La vida es nueva y a la vez prosigue, en mi caso -en el año de la rata- trabajo con Lúdovica Squirru desde hace muchos años como productor y asistente, y estamos a full armando el libro 2021, el año del búfalo.

En los primeros días de la cuarentena -de lunes a viernes a las 7:30 pm- el Canal de la Ciudad comenzó a emitir los programas de la temporada anterior del Visionario, mi programa de rock. Por otro lado acordamos una selección de Visionarios con FWTV, para que se puedan ver en esta plataforma digital.

Tengo otro programa de rock parado que espero que el año que viene se haga, y estoy produciendo un par de ciclos de arquitectura y artes visuales, que espero que se puedan realizar en el segundo semestre. Y con Vulk sigo colaborando también.

Me llevo bien con la ciudad. En cuanto a la experiencia personal sospecho que el encierro, solo interrumpido para ir al market y dar algunas vueltas a la manzana, combinado con deuda emocional que provoca la distancia de los cuerpos, es difícil.

Sin embargo me ha dado cosas buenas, cocinar, pensar, escribir e imaginar posibles desarrollos de ideas, que el rush de los días siempre postergaba. En general me porto bien, me lavo las manos y limpio todo cuando vuelvo a casa..

Salgo al super casi todos los días. Sibarita soy porque vengo de una familia italiana, tradicional, entonces la comida tiene un valor especial desde mi crianza y lo mantengo. Si bien no soy un experto en la cocina, nunca me atrajo mucho, ahora en la cuarentena le estoy dando más importancia, obviamente me estoy cocinando cosas básicas y cada tanto me pido una hamburguesa rica, alguna comida árabe, algún delivery de esos. Si me tengo que hacer algo me hago cosas sencillas, mucho palta, algunas ensaladas, sandwich de salmón y ese tipo de cosas.

Yoga hice en el pasado, ahora no.
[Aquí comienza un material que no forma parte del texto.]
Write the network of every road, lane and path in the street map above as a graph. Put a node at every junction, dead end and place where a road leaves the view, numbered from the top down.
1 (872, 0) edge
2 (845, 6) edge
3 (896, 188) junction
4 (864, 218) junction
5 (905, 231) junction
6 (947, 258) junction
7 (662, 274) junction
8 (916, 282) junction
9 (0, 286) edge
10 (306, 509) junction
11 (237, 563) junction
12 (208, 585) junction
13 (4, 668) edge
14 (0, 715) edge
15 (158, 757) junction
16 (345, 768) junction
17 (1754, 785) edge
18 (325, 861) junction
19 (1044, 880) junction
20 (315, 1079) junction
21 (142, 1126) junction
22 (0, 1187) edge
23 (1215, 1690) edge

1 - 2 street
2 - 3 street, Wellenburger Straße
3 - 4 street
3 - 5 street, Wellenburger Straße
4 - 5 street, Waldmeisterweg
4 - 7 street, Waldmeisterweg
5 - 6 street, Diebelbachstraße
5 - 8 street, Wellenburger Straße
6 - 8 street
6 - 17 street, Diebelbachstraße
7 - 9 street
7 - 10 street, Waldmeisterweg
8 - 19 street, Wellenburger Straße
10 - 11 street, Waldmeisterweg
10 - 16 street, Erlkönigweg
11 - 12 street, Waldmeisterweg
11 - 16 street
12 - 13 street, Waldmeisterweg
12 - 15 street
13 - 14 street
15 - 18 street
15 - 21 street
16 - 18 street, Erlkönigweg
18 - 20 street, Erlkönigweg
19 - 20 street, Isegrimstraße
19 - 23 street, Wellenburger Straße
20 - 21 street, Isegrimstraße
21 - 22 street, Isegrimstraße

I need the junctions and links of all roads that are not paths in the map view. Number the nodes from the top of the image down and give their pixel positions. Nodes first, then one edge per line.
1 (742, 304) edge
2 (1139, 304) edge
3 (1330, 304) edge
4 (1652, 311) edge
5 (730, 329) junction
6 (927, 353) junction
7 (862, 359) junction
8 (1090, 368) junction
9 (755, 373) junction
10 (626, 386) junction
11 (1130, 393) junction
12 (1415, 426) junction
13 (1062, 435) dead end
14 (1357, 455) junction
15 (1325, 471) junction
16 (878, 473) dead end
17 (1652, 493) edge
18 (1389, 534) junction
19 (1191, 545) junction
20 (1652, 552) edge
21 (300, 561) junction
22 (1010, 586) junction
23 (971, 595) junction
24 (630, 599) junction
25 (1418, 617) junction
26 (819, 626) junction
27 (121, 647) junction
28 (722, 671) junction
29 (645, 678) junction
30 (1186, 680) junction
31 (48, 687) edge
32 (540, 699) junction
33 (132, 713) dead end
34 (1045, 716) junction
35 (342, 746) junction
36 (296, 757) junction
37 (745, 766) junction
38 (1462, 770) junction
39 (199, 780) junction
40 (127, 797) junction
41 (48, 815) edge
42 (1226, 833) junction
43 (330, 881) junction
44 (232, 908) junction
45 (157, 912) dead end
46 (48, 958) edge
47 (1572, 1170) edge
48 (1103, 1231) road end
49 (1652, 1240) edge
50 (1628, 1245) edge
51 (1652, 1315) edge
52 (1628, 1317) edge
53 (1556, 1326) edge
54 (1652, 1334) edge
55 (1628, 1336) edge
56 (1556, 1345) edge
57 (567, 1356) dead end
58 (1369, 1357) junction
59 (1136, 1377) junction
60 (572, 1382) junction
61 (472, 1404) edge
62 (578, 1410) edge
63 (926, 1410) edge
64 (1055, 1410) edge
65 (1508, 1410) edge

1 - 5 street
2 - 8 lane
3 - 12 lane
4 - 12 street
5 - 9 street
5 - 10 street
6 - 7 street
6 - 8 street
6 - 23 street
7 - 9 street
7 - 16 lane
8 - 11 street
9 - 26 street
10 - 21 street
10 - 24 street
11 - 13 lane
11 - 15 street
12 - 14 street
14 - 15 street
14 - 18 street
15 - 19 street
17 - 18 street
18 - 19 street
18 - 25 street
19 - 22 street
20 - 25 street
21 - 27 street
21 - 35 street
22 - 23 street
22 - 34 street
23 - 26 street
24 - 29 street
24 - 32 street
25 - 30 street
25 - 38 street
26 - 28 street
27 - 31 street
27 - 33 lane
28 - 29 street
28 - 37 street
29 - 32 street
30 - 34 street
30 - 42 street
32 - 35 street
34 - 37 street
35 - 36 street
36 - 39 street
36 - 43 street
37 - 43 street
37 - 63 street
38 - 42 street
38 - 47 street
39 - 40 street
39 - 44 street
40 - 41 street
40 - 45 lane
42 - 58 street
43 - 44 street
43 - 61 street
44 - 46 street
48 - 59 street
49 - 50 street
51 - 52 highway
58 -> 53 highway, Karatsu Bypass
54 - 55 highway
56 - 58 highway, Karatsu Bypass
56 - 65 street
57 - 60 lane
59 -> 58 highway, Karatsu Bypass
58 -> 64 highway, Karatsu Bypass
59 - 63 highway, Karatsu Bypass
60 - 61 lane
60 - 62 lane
Estoy con ejercicios casi todos los días, cuarenta minutos diarios. Me compré colchoneta y dos mancuernas. El profe del Gym me pasó una rutina para estirar. Terapia hago con mis amigos, chateo, hablo mucho también, y me contengo con mis hermanos y amigos, la verdad que estoy haciendo eso, mucho audio, se volvió a hablar por teléfono! Hay ciertas cosas que se retomaron.

Pero lo que más hago es escuchar música, escribir, y ver algunas pelis. Trato de evitar la noticias, que me parecen tóxicas y bastante yellow: no me gusta ver listas de muertos e infectados como si fueran los resultados de un campeonato mundial de algo.

Soy inquieto pero los años te van trayendo un poco de zen y me parece que la mejor manera de sobrellevar la cuarentena es con arte y afectos, y en eso estamos. Lo que más estoy curtiendo en esta cuarentena es arte y afectos. Y me la banco. Con arte zafo todo. Entonces eso hace que me calme de alguna manera. La música me calma mucho, me emociona y me pongo a cantar, a escuchar, a dibujar, escribir, siempre acompañado de buena música, y eso me estimula.

Leí dos libros. Una novela inédita de Carlos Alvarez Insua, Bahía de Guanabara, me encantó y se publicará a principios de 2022. Y otra de Mariana Henriquez, Los peligros de fumar en la cama, que es una notable selección de cuentos de miedo.

Fui noctámbulo mucho tiempo de mi vida, en la época de la Rock And Pop ni hablar, ahí ya era un modo de vida. Pero ahora estoy menos noctámbulo, entre la una y las tres de la mañana ya me voy a dormir, por suerte duermo relativamente bien, ocho horas.

Si hay desvelo, creo que lo mejor es bucear en YouTube con lo que uno es fan, o desea profundizar. En mi caso, a mi me gusta buscar rarezas musicales de los autores que sigo. Algo exótico de los Who, algo exótico de los Stones, versiones raras de Bob Dylan, ese tipo de cosas. Películas también, te metés en Netflix, Mubi, y hay un montón, eso va a gusto de cada uno sobre lo que quiere investigar. Pero si te desvelás, hay que investigar. Internet es un campo tan amplio que se puede hallar de todo.

Ema, 2019.

Para cine en la compu, muy interesante la última película chilena de Pablo Larraín, Ema, que emitió Mubi.

Y con la música, muchas cosas, pero elijo a la chilena Francisca Valenzuela, el último disco de Daniel Melingo, Oasis – deténganse en el poema del mítico Enrique Symns- y, por supuesto, todo Jack white.

 

Es hora de pensar como sera el mundo cuando salgamos…algo será diferente? o todo seguirá igual pero con barbijo?